- **Data section**:
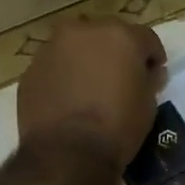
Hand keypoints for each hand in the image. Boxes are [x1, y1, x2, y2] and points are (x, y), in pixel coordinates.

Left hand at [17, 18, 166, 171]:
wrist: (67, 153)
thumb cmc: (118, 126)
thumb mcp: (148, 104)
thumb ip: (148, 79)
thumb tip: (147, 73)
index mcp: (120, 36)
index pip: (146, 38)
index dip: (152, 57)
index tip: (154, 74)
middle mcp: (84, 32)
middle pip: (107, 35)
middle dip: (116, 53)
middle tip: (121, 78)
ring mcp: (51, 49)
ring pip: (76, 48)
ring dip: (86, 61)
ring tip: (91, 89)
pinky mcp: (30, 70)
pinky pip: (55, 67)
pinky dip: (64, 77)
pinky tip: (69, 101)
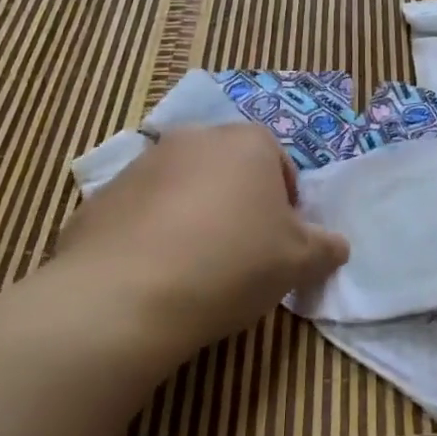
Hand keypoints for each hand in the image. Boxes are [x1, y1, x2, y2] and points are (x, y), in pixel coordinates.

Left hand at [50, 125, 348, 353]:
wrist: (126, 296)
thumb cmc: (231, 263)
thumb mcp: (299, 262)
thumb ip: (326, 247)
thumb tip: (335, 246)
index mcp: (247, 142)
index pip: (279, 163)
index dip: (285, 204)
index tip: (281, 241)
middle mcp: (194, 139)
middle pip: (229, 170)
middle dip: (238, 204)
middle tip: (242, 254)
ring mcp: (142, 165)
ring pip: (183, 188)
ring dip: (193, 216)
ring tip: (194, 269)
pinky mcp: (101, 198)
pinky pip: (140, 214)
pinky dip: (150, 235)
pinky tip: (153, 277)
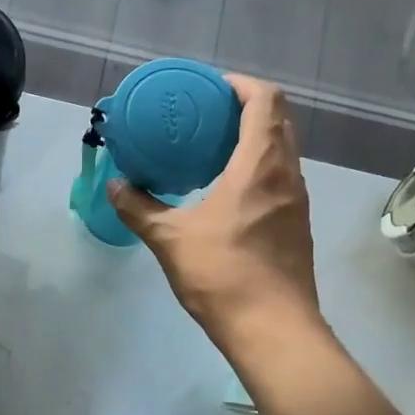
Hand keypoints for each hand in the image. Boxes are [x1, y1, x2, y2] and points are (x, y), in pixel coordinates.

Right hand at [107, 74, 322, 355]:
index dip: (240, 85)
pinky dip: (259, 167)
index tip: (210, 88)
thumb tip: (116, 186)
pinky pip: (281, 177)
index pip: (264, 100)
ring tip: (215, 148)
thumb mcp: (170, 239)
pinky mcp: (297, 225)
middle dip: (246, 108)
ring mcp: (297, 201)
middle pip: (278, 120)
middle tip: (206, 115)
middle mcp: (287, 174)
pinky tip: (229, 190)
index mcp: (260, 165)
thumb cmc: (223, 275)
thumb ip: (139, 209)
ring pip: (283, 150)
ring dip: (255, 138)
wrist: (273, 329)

---

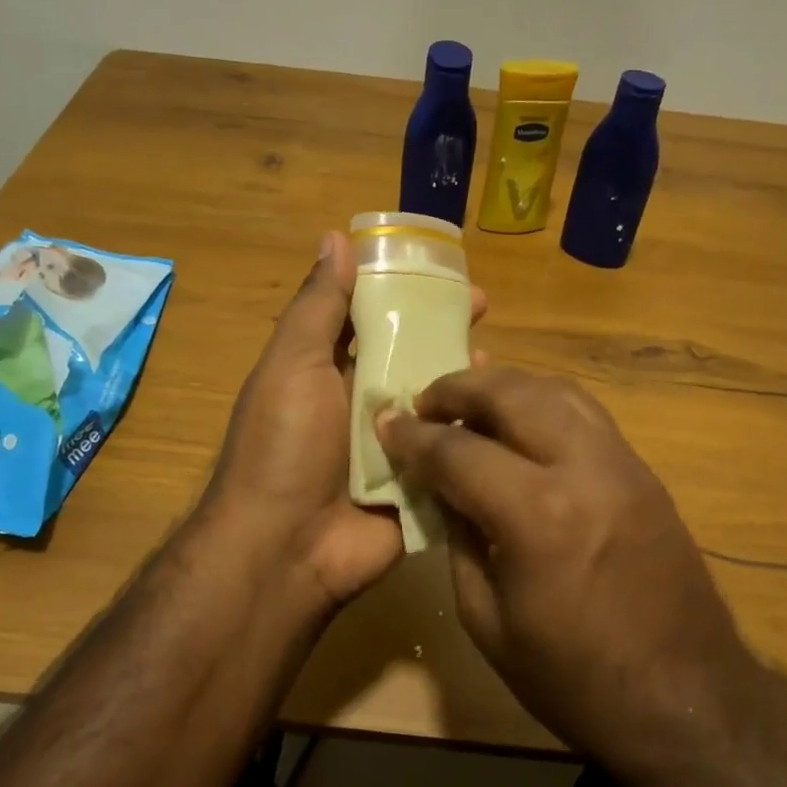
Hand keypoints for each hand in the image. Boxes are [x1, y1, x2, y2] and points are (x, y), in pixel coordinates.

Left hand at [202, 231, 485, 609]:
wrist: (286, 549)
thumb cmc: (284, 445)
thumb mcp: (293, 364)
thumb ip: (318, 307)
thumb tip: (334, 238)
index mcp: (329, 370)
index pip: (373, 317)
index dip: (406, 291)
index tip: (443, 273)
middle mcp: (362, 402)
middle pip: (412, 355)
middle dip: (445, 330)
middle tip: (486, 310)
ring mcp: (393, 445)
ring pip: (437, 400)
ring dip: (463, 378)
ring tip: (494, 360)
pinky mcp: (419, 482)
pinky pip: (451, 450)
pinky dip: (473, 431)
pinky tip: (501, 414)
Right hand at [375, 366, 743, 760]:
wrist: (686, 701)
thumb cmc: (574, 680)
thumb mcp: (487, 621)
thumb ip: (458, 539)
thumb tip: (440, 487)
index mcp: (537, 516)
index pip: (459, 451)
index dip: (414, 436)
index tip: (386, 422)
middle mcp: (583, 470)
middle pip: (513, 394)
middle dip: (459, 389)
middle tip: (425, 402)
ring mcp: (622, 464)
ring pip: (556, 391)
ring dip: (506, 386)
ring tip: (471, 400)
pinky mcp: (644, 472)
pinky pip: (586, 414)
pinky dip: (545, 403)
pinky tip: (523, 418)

- **Work task**:
Whenever a line in the material contains the word "Left", copy that line.

- **Answer for this exercise**:
Left hand at [17, 18, 166, 171]:
Left hand at [50, 125, 348, 353]:
Left hand at [202, 231, 485, 609]:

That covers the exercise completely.